→ **Dataset records**
#####

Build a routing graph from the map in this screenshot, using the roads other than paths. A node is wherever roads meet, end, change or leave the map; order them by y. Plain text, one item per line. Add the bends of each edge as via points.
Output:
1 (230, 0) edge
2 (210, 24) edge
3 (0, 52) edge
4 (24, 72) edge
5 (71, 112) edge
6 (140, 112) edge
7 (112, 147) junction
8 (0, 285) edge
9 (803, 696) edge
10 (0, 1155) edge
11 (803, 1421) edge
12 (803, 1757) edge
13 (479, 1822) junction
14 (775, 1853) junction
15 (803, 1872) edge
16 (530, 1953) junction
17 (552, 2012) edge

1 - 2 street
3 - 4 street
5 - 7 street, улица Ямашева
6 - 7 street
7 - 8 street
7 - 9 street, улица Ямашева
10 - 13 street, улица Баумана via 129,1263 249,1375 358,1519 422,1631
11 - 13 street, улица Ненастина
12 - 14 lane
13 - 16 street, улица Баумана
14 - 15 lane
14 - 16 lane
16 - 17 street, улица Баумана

#####

→ **Work order**
Retype the records in full, keeping every word as it is.

→ **Solution to the exercise**
Build a routing graph from the map in this screenshot, using the roads other than paths. A node is wherever roads meet, end, change or leave the map; order them by y. Plain text, one item per line. Add the bends of each edge as via points.
Output:
1 (230, 0) edge
2 (210, 24) edge
3 (0, 52) edge
4 (24, 72) edge
5 (71, 112) edge
6 (140, 112) edge
7 (112, 147) junction
8 (0, 285) edge
9 (803, 696) edge
10 (0, 1155) edge
11 (803, 1421) edge
12 (803, 1757) edge
13 (479, 1822) junction
14 (775, 1853) junction
15 (803, 1872) edge
16 (530, 1953) junction
17 (552, 2012) edge

1 - 2 street
3 - 4 street
5 - 7 street, улица Ямашева
6 - 7 street
7 - 8 street
7 - 9 street, улица Ямашева
10 - 13 street, улица Баумана via 129,1263 249,1375 358,1519 422,1631
11 - 13 street, улица Ненастина
12 - 14 lane
13 - 16 street, улица Баумана
14 - 15 lane
14 - 16 lane
16 - 17 street, улица Баумана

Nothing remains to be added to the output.